El defensa Jacinto Quincoces, integrante de aquella selección y nombrado mejor lateral izquierdo del torneo, recordaba tiempo después: Dominamos claramente y sólo nos pudieron marcar después de que a Zamora lo metieran en la portería de un puñetazo.
Además anularon un gol a Lafuente por fuera de juego cuando había hecho una jugada individual en la que dribló hasta el banderín de córner. Luego en el desempate teníamos siete lesionados de los palos que nos habían dado. Yo tuve que jugar lesionado. Pero nuevamente recurrieron a los golpes y a un arbitraje muy parcial para ganarnos.
Pedro Escartín, jugador, seleccionador nacional, árbitro internacional y periodista −en el fútbol lo he sido todo, menos balón, dijo en cierta ocasión− también comentaba este episodio así: Fue el partido más politizado, anormal en su desarrollo. A España le limpiaron en sus dos partidos frente a Italia con dos arbitrajes parciales. En aquel Mundial hubo una funesta influencia de la política. Era la Italia de Mussolini. Además económicamente hubiera supuesto un gran fracaso que Italia fuera eliminada a las primeras de cambio. Los jugadores transalpinos recibieron una prima de 10.000 liras por cabeza.
Después de dejar en el camino a España, Italia se enfrentó en semifinales a Austria, la favorita del torneo. Fue el partido con mayor recaudación del Mundial: 811.526 liras. El encuentro contra los austriacos tampoco estuvo exento de polémica. Según se dice, el árbitro nombrado para el encuentro, el sueco Ivan Eklind, había cenado la noche anterior con el mandatario fascista. El equipo italiano ganó por 1-0 a los austriacos gracias a un claro fuera de juego no pitado. Bican, jugador austriaco presente en aquel encuentro, sostuvo hasta su muerte en 2001 que el partido estaba de parte de los anfitriones: Por nuestro entrenador Hugo Meisl sabíamos que el árbitro estaba comprado y que iba a arbitrar a favor de los italianos.
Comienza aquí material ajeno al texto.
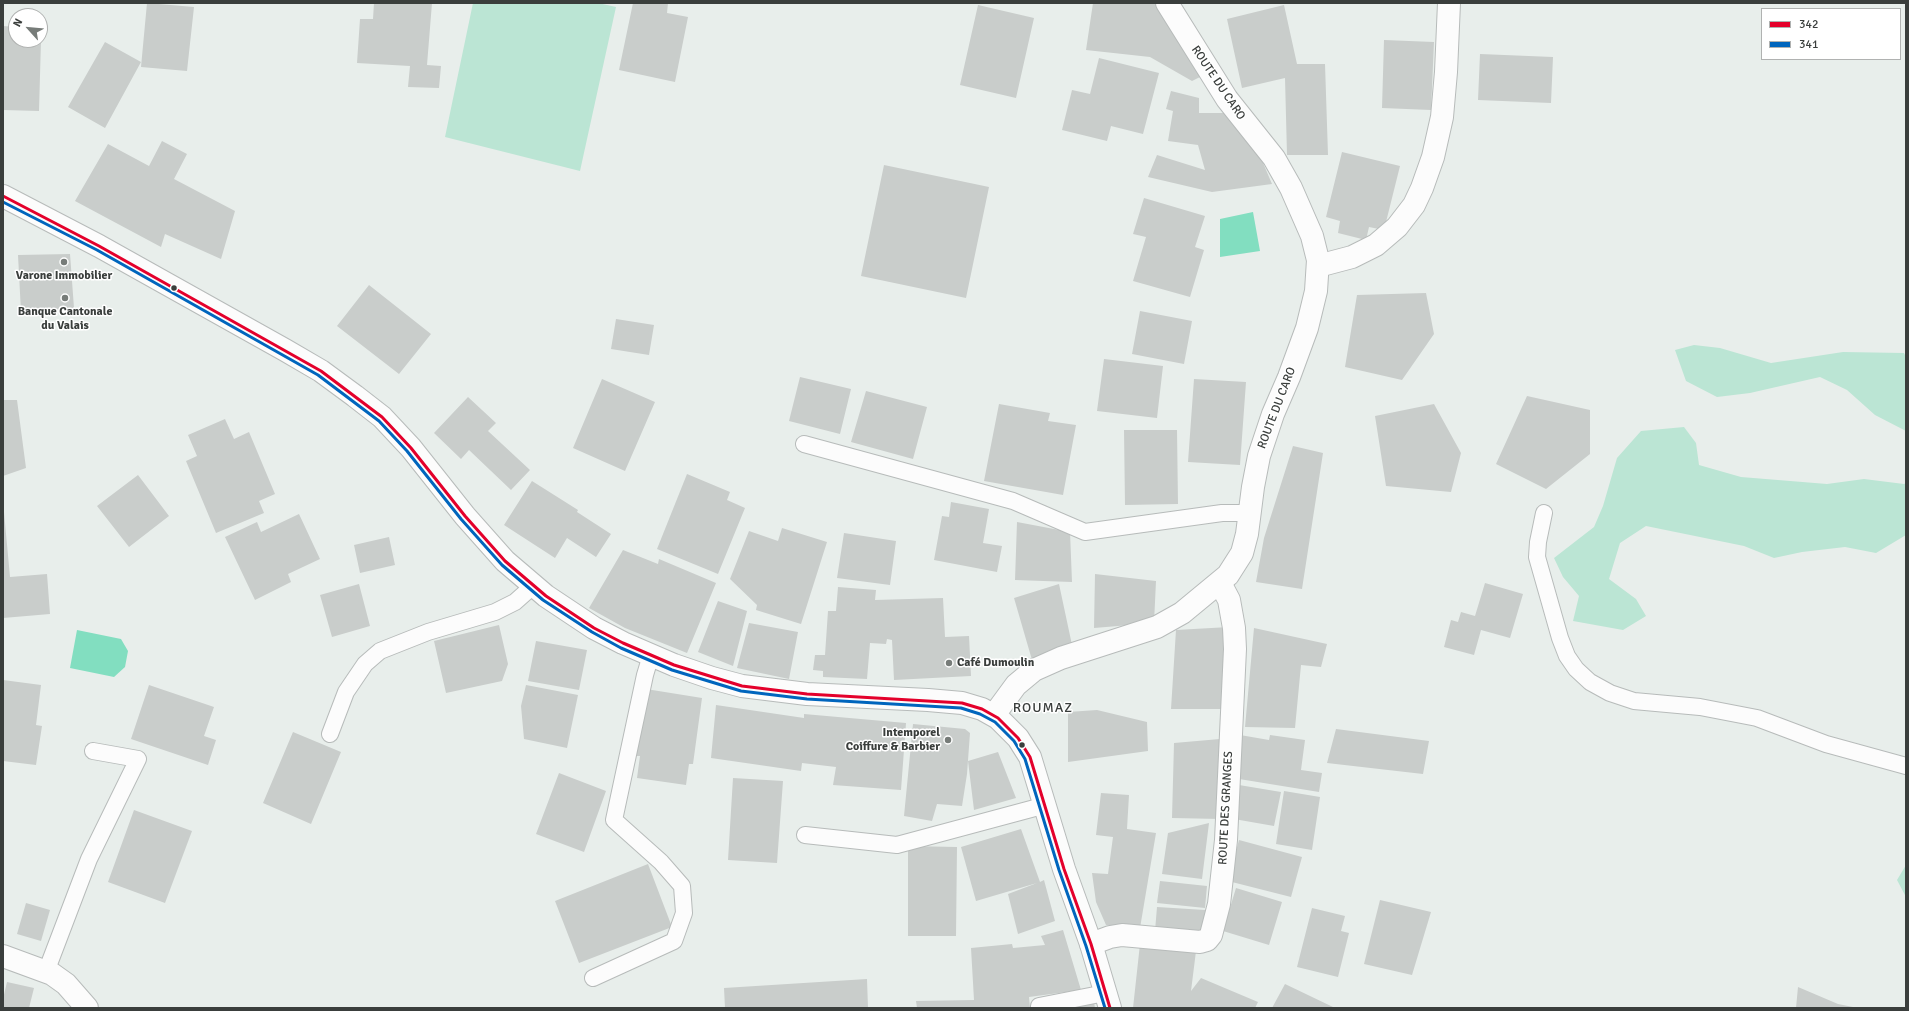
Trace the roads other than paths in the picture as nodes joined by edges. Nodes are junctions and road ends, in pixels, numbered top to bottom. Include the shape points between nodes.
1 (1167, 3) edge
2 (1449, 3) edge
3 (3, 196) edge
4 (1318, 266) junction
5 (804, 444) dead end
6 (1249, 513) junction
7 (1544, 513) dead end
8 (1220, 583) junction
9 (533, 586) junction
10 (651, 655) junction
11 (994, 715) junction
12 (330, 734) dead end
13 (93, 751) dead end
14 (1906, 766) edge
15 (1046, 805) junction
16 (805, 835) dead end
17 (1091, 944) junction
18 (3, 956) edge
19 (46, 972) junction
20 (593, 978) dead end
21 (1107, 1001) edge
22 (87, 1008) edge
23 (1039, 1008) edge

1 - 4 street, ROUTE DU CARO via 1227,99 1274,158 1292,188 1312,236
2 - 4 street via 1442,117 1434,157 1422,188 1397,227 1376,245 1352,257
3 - 9 street via 99,246 321,371 355,396 382,417 477,531
4 - 6 street, ROUTE DU CARO via 1316,291 1307,328 1259,456
5 - 6 lane via 1013,501 1085,532 1222,513
6 - 8 street, ROUTE DU CARO via 1242,553
7 - 14 lane via 1538,542 1538,563 1567,656 1590,682 1610,693 1634,701 1700,707 1758,718 1826,744
8 - 11 street, ROUTE DU CARO via 1182,613 1156,627 1061,658 1034,670 1016,685
8 - 17 street, ROUTE DES GRANGES via 1230,600 1234,649 1226,840 1219,904 1211,935 1208,940 1200,942 1122,936 1110,937
9 - 10 street via 588,625
9 - 12 lane via 515,602 495,612 428,632 380,651 365,664 346,692
10 - 11 street via 712,678 759,689 947,702 973,706
10 - 20 lane via 614,820 661,862 682,886 684,913 674,941
11 - 15 street via 1018,738 1030,757
13 - 19 lane via 138,759 89,859
15 - 16 lane via 897,845
15 - 17 street via 1064,869
17 - 21 street
18 - 19 street
19 - 22 street via 66,984
21 - 23 lane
Hasta llegó a jugar con ellos. Cuando pasé un balón al ala derecha uno de mis compañeros, Zischek, corrió a por él, pero el árbitro se lo devolvió a los italianos. Fue una vergüenza.
En la final, en el Estadio del Partido Nacional Fascista, el rival fue Checoslovaquia.
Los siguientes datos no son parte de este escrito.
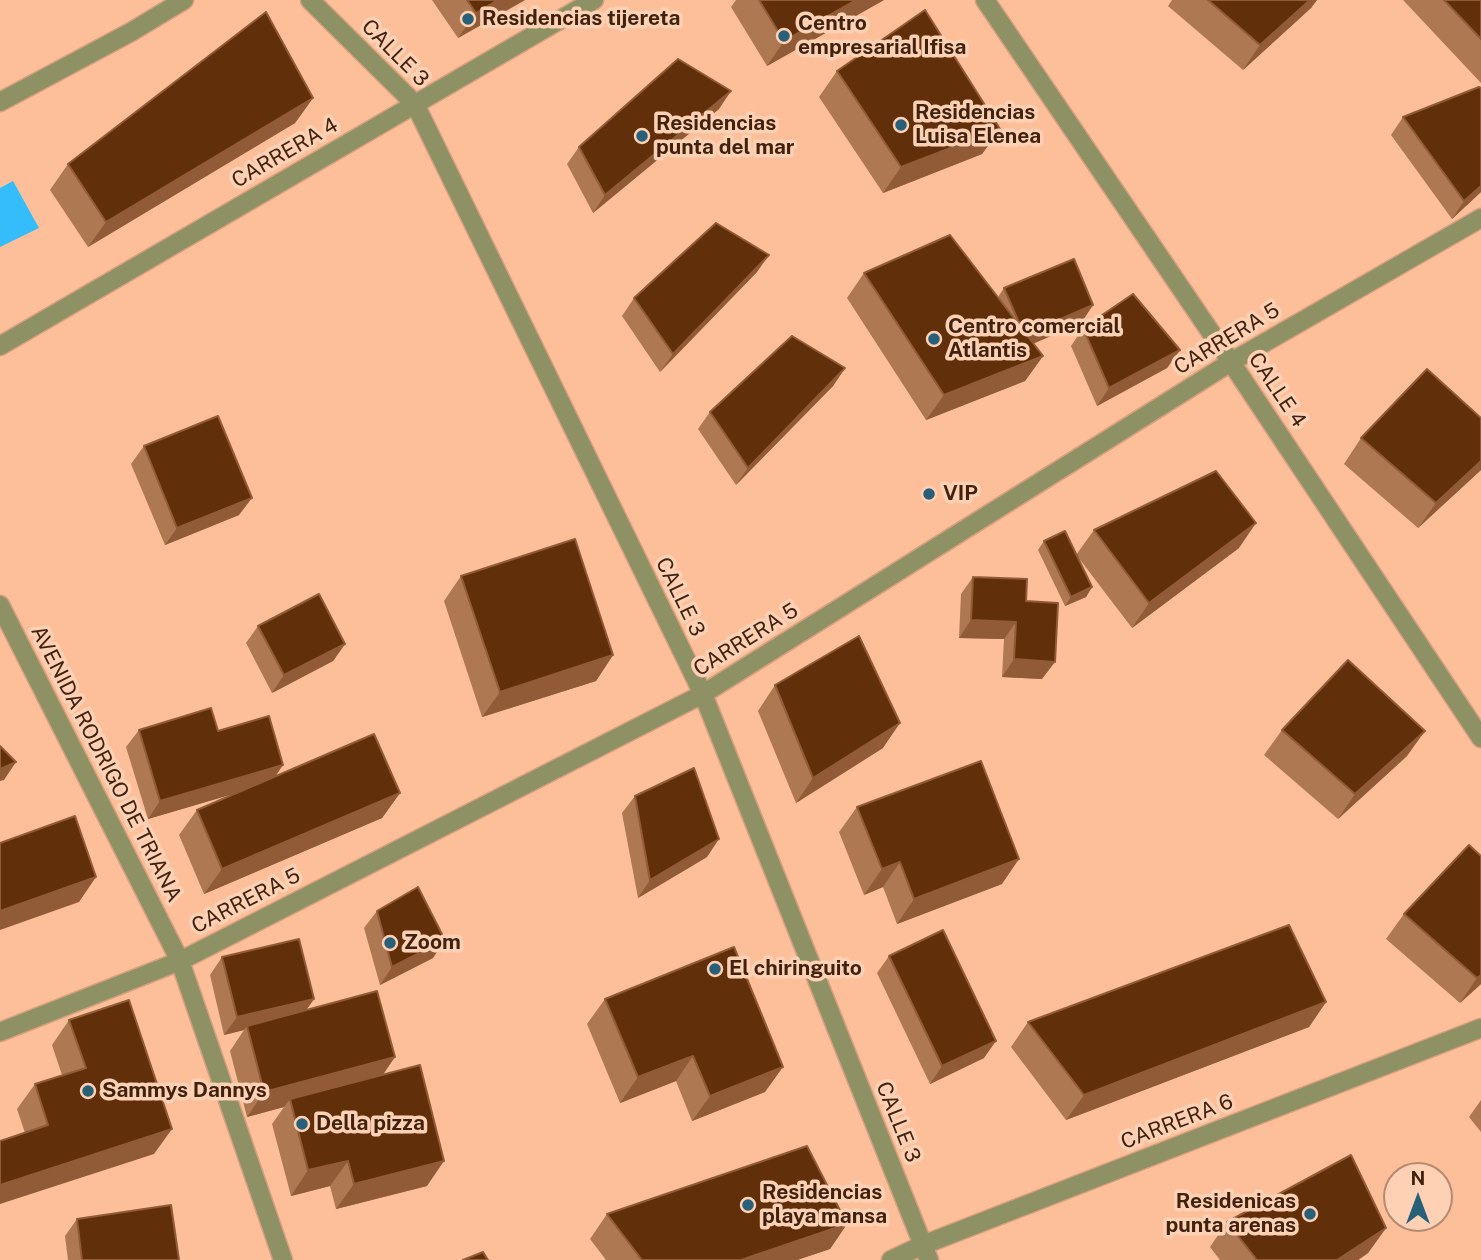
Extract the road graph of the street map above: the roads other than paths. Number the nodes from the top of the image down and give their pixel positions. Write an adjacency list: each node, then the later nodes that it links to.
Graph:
1 (184, 0): 5 (street)
2 (310, 0): 6 (street, CALLE 3)
3 (594, 0): 6 (street, CARRERA 4)
4 (985, 0): 9 (street, CALLE 4)
5 (0, 102)
6 (415, 104): 8 (street, CARRERA 4); 11 (street, CALLE 3)
7 (1481, 218): 9 (street, CARRERA 5)
8 (0, 346)
9 (1231, 362): 11 (street, CARRERA 5); 12 (street, CALLE 4)
10 (0, 605): 13 (street, AVENIDA RODRIGO DE TRIANA)
11 (703, 694): 13 (street, CARRERA 5); 16 (street, CALLE 3)
12 (1481, 738)
13 (180, 961): 15 (street, CARRERA 5); 17 (street, AVENIDA RODRIGO DE TRIANA)
14 (1481, 1028): 16 (street, CARRERA 6)
15 (0, 1032)
16 (926, 1253): 18 (street, CARRERA 6)
17 (283, 1260)
18 (891, 1260)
Asistieron más de 50.000 espectadores, la mayoría de ellos funcionarios del partido de «Il Duce». La descarada actuación del sueco Eklind en la semifinal no fue impedimento para que Mussolini le designase nuevamente como colegiado para el último partido del torneo. Antes del pitido inicial Eklind fue el único invitado al palco de honor para saludar al «Il Duce», lo que hacía presagiar el desenlace del encuentro. Si esto ocurría, lo normal era que se invitase a los capitanes de los dos equipos, y en su caso, al árbitro. Sólo acudió este último. Aquello mermó la moral de los checos, que conocían el precedente de la semifinal contra los austriacos.
En el descanso del partido, con el resultado de empate a 0, un enviado de Mussolini se personó en el vestuario italiano y entregó al seleccionador azzurri, Vittorio Pozzo, una nota manuscrita en la que decía:
− Señor Pozzo, usted es el único responsable del éxito, pero que Dios lo ayude si llega a fracasar.
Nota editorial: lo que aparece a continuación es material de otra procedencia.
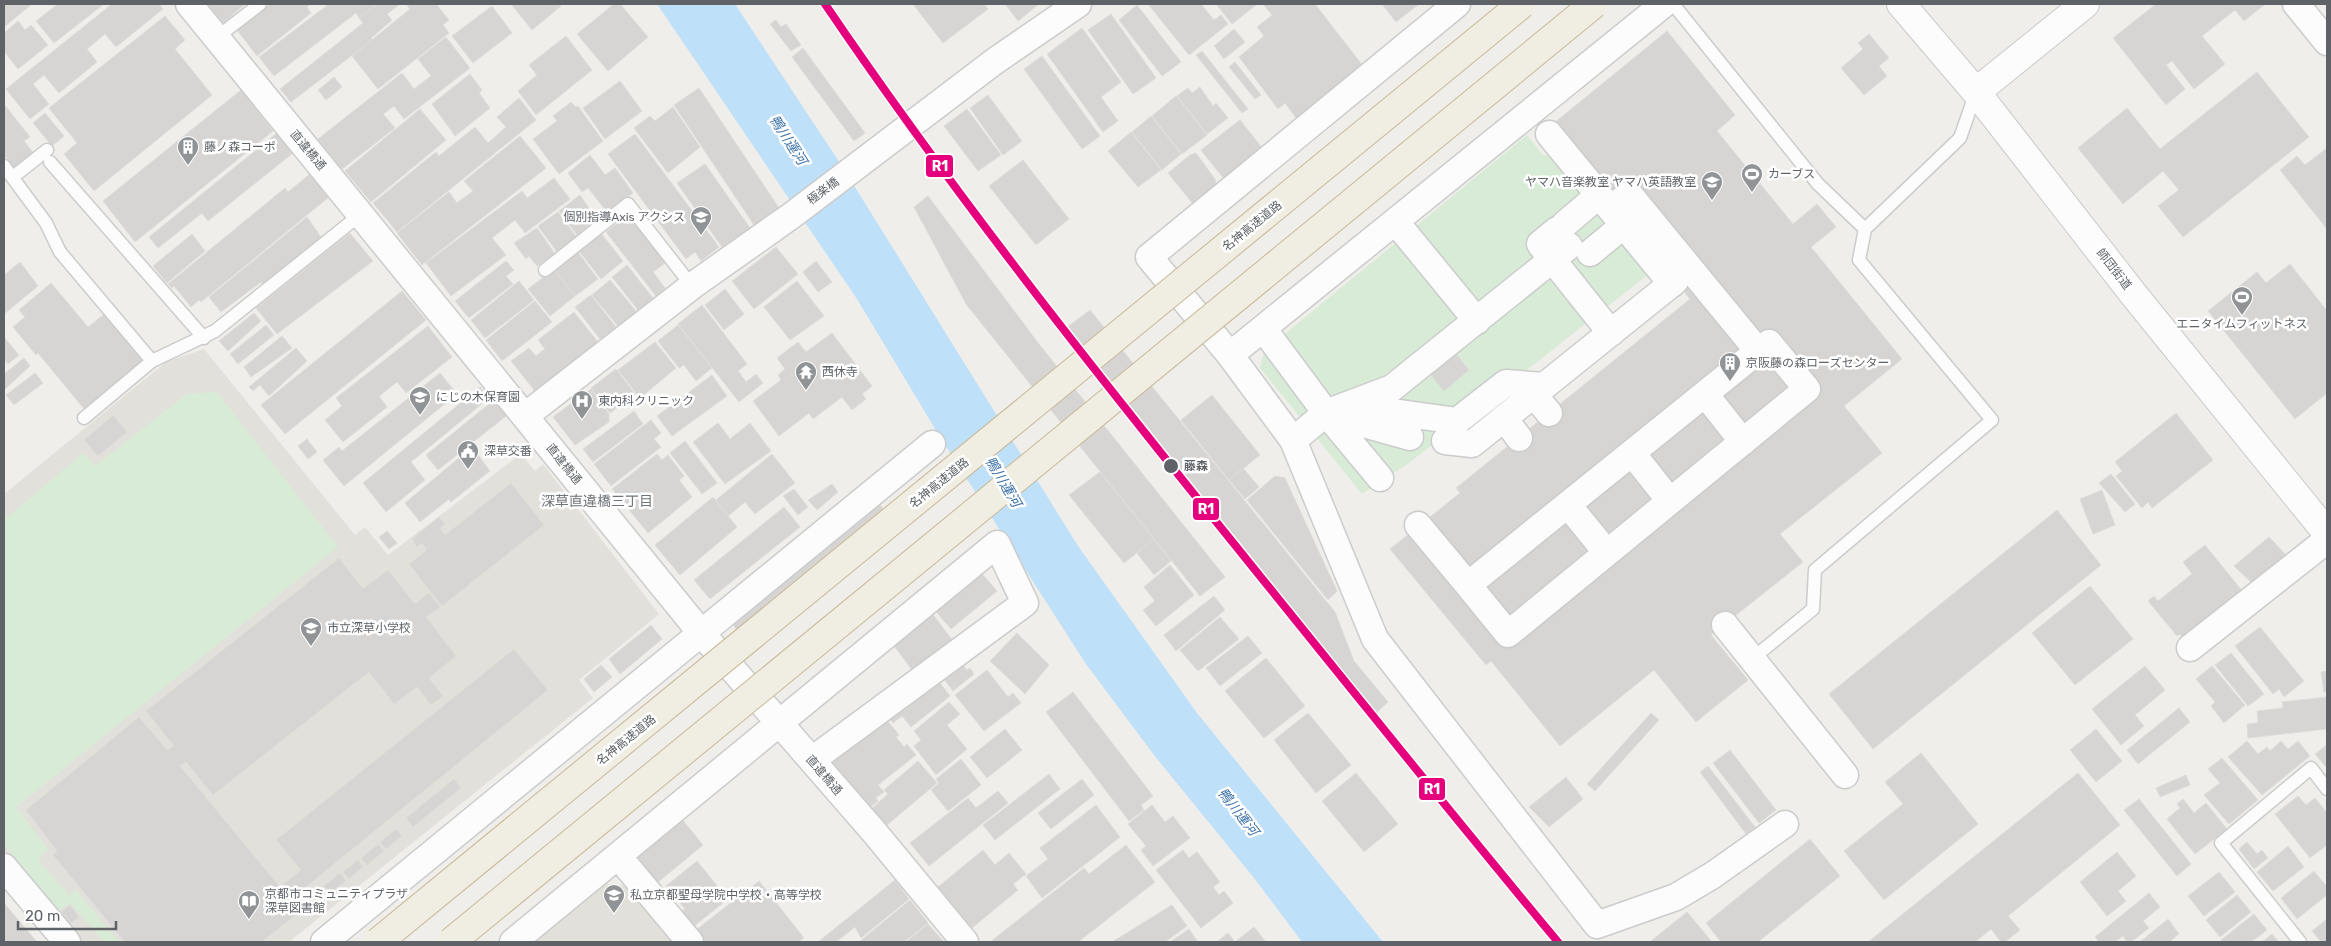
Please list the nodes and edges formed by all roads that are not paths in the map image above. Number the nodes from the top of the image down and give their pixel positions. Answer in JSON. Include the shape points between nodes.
{"nodes":[{"id":1,"x":189,"y":4,"type":"edge"},
{"id":2,"x":260,"y":4,"type":"edge"},
{"id":3,"x":1078,"y":4,"type":"edge"},
{"id":4,"x":1458,"y":4,"type":"edge"},
{"id":5,"x":1522,"y":4,"type":"edge"},
{"id":6,"x":1594,"y":4,"type":"edge"},
{"id":7,"x":1664,"y":4,"type":"edge"},
{"id":8,"x":1673,"y":4,"type":"edge"},
{"id":9,"x":1901,"y":4,"type":"edge"},
{"id":10,"x":2085,"y":4,"type":"edge"},
{"id":11,"x":2296,"y":4,"type":"edge"},
{"id":12,"x":216,"y":38,"type":"junction"},
{"id":13,"x":2327,"y":42,"type":"edge"},
{"id":14,"x":1976,"y":92,"type":"junction"},
{"id":15,"x":1544,"y":128,"type":"dead end"},
{"id":16,"x":4,"y":166,"type":"edge"},
{"id":17,"x":13,"y":178,"type":"junction"},
{"id":18,"x":1602,"y":197,"type":"junction"},
{"id":19,"x":361,"y":214,"type":"junction"},
{"id":20,"x":1865,"y":229,"type":"junction"},
{"id":21,"x":1404,"y":232,"type":"dead end"},
{"id":22,"x":1567,"y":243,"type":"junction"},
{"id":23,"x":545,"y":270,"type":"dead end"},
{"id":24,"x":692,"y":286,"type":"junction"},
{"id":25,"x":1477,"y":321,"type":"junction"},
{"id":26,"x":1611,"y":333,"type":"junction"},
{"id":27,"x":204,"y":338,"type":"junction"},
{"id":28,"x":1271,"y":339,"type":"dead end"},
{"id":29,"x":1758,"y":352,"type":"junction"},
{"id":30,"x":1230,"y":355,"type":"junction"},
{"id":31,"x":152,"y":361,"type":"junction"},
{"id":32,"x":1706,"y":394,"type":"junction"},
{"id":33,"x":1543,"y":398,"type":"junction"},
{"id":34,"x":1326,"y":413,"type":"junction"},
{"id":35,"x":525,"y":416,"type":"junction"},
{"id":36,"x":84,"y":418,"type":"dead end"},
{"id":37,"x":1301,"y":434,"type":"dead end"},
{"id":38,"x":1410,"y":437,"type":"dead end"},
{"id":39,"x":1445,"y":441,"type":"dead end"},
{"id":40,"x":1743,"y":442,"type":"junction"},
{"id":41,"x":932,"y":444,"type":"dead end"},
{"id":42,"x":1632,"y":453,"type":"junction"},
{"id":43,"x":1380,"y":478,"type":"dead end"},
{"id":44,"x":1670,"y":501,"type":"junction"},
{"id":45,"x":1568,"y":505,"type":"junction"},
{"id":46,"x":1418,"y":525,"type":"dead end"},
{"id":47,"x":2327,"y":533,"type":"edge"},
{"id":48,"x":2327,"y":540,"type":"edge"},
{"id":49,"x":1607,"y":553,"type":"junction"},
{"id":50,"x":1468,"y":585,"type":"junction"},
{"id":51,"x":1725,"y":625,"type":"dead end"},
{"id":52,"x":702,"y":634,"type":"junction"},
{"id":53,"x":2190,"y":648,"type":"dead end"},
{"id":54,"x":1752,"y":659,"type":"junction"},
{"id":55,"x":779,"y":723,"type":"junction"},
{"id":56,"x":812,"y":760,"type":"junction"},
{"id":57,"x":1845,"y":775,"type":"dead end"},
{"id":58,"x":2327,"y":789,"type":"edge"},
{"id":59,"x":1785,"y":824,"type":"dead end"},
{"id":60,"x":618,"y":856,"type":"junction"},
{"id":61,"x":4,"y":867,"type":"edge"},
{"id":62,"x":67,"y":942,"type":"edge"},
{"id":63,"x":324,"y":942,"type":"edge"},
{"id":64,"x":378,"y":942,"type":"edge"},
{"id":65,"x":452,"y":942,"type":"edge"},
{"id":66,"x":513,"y":942,"type":"edge"},
{"id":67,"x":690,"y":942,"type":"edge"},
{"id":68,"x":965,"y":942,"type":"edge"},
{"id":69,"x":2300,"y":942,"type":"edge"}],
"edges":[{"from":1,"to":12,"type":"street","name":"直違橋通"},
{"from":2,"to":12,"type":"lane"},
{"from":3,"to":24,"type":"street","name":"極楽橋","via":[[995,61]]},
{"from":4,"to":30,"type":"street","via":[[1149,257]]},
{"from":5,"to":64,"type":"highway","name":"名神高速道路","bridge":true},
{"from":6,"to":65,"type":"highway","bridge":true},
{"from":7,"to":30,"type":"street"},
{"from":8,"to":20,"type":"lane","via":[[1818,184]]},
{"from":9,"to":14,"type":"street","name":"師団街道"},
{"from":10,"to":14,"type":"street"},
{"from":11,"to":13,"type":"street"},
{"from":12,"to":19,"type":"street","name":"直違橋通"},
{"from":14,"to":20,"type":"lane","via":[[1960,138]]},
{"from":14,"to":47,"type":"street","name":"師団街道","via":[[2134,295]]},
{"from":15,"to":18,"type":"street"},
{"from":16,"to":17,"type":"lane"},
{"from":17,"to":27,"type":"lane","via":[[48,156]]},
{"from":17,"to":31,"type":"lane","via":[[46,223],[60,252]]},
{"from":18,"to":22,"type":"street"},
{"from":18,"to":22,"type":"street"},
{"from":18,"to":26,"type":"street","via":[[1674,283]]},
{"from":18,"to":29,"type":"street","via":[[1629,194]]},
{"from":19,"to":27,"type":"lane"},
{"from":19,"to":35,"type":"street","name":"直違橋通"},
{"from":20,"to":54,"type":"lane","via":[[1859,260],[1992,420],[1815,570],[1813,609]]},
{"from":21,"to":25,"type":"street"},
{"from":22,"to":25,"type":"street"},
{"from":22,"to":26,"type":"street"},
{"from":23,"to":24,"type":"lane","via":[[628,204]]},
{"from":24,"to":35,"type":"street","name":"極楽橋"},
{"from":25,"to":34,"type":"street","via":[[1392,388]]},
{"from":26,"to":33,"type":"street"},
{"from":27,"to":31,"type":"lane"},
{"from":28,"to":34,"type":"street"},
{"from":29,"to":32,"type":"street"},
{"from":29,"to":40,"type":"street","via":[[1769,343],[1807,389]]},
{"from":30,"to":59,"type":"street","via":[[1293,440],[1375,639],[1597,925],[1676,897]]},
{"from":31,"to":36,"type":"lane"},
{"from":32,"to":40,"type":"street"},
{"from":32,"to":42,"type":"street"},
{"from":33,"to":34,"type":"street","via":[[1506,383],[1457,421],[1393,412]]},
{"from":33,"to":39,"type":"street","via":[[1512,428],[1472,444]]},
{"from":34,"to":37,"type":"street"},
{"from":34,"to":38,"type":"street"},
{"from":34,"to":43,"type":"street"},
{"from":35,"to":52,"type":"street","name":"直違橋通"},
{"from":40,"to":44,"type":"street"},
{"from":41,"to":52,"type":"street"},
{"from":42,"to":44,"type":"street"},
{"from":42,"to":45,"type":"street"},
{"from":44,"to":49,"type":"street"},
{"from":45,"to":49,"type":"street"},
{"from":45,"to":50,"type":"street"},
{"from":46,"to":50,"type":"street"},
{"from":48,"to":53,"type":"street"},
{"from":49,"to":50,"type":"street","via":[[1508,634]]},
{"from":51,"to":54,"type":"street"},
{"from":52,"to":55,"type":"street","name":"直違橋通"},
{"from":52,"to":63,"type":"street"},
{"from":54,"to":57,"type":"street"},
{"from":55,"to":56,"type":"street","name":"直違橋通"},
{"from":55,"to":56,"type":"street","via":[[997,544],[1025,603]]},
{"from":55,"to":60,"type":"street"},
{"from":56,"to":68,"type":"street","name":"直違橋通"},
{"from":58,"to":69,"type":"lane","via":[[2311,768],[2221,843]]},
{"from":60,"to":66,"type":"street"},
{"from":60,"to":67,"type":"street"},
{"from":61,"to":62,"type":"street"}]}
Inmediatamente el entrenador se dirigió a los jugadores con el siguiente mensaje:
− No me importa cómo, pero hoy deben ganar o destruir al adversario. Si perdemos, todos lo pasaremos muy mal.
Italia, como estaba previsto, ganó y ello a pesar de que en la portería contraria se encontraba el guardameta Planicka, apodado «el Zamora del Este». El resultado final fue 2 tantos a 1. Al día siguiente, los vencedores asistieron a la ceremonia de celebración que el líder fascista les había organizado vestidos con el uniforme militar.
La victoria de la plantilla transalpina proporcionó entonces una oportunidad propagandística inigualable para cimentar la imagen del país y de su dirigente y agasajar al régimen. El periódico Il Messagero destacaba el triunfo de la squadra azzurra con estas palabras: Es en nombre de Mussolini por el que la juventud de la Italia fascista se hace fuerte en los estadios; es en nombre de Mussolini por el que nuestro equipo se ha batido en Florencia, en Milán y ayer en Roma para conquistar el título mundial.
El control que ejerció «Il Duce» sobre toda la organización de la competición fue absoluto.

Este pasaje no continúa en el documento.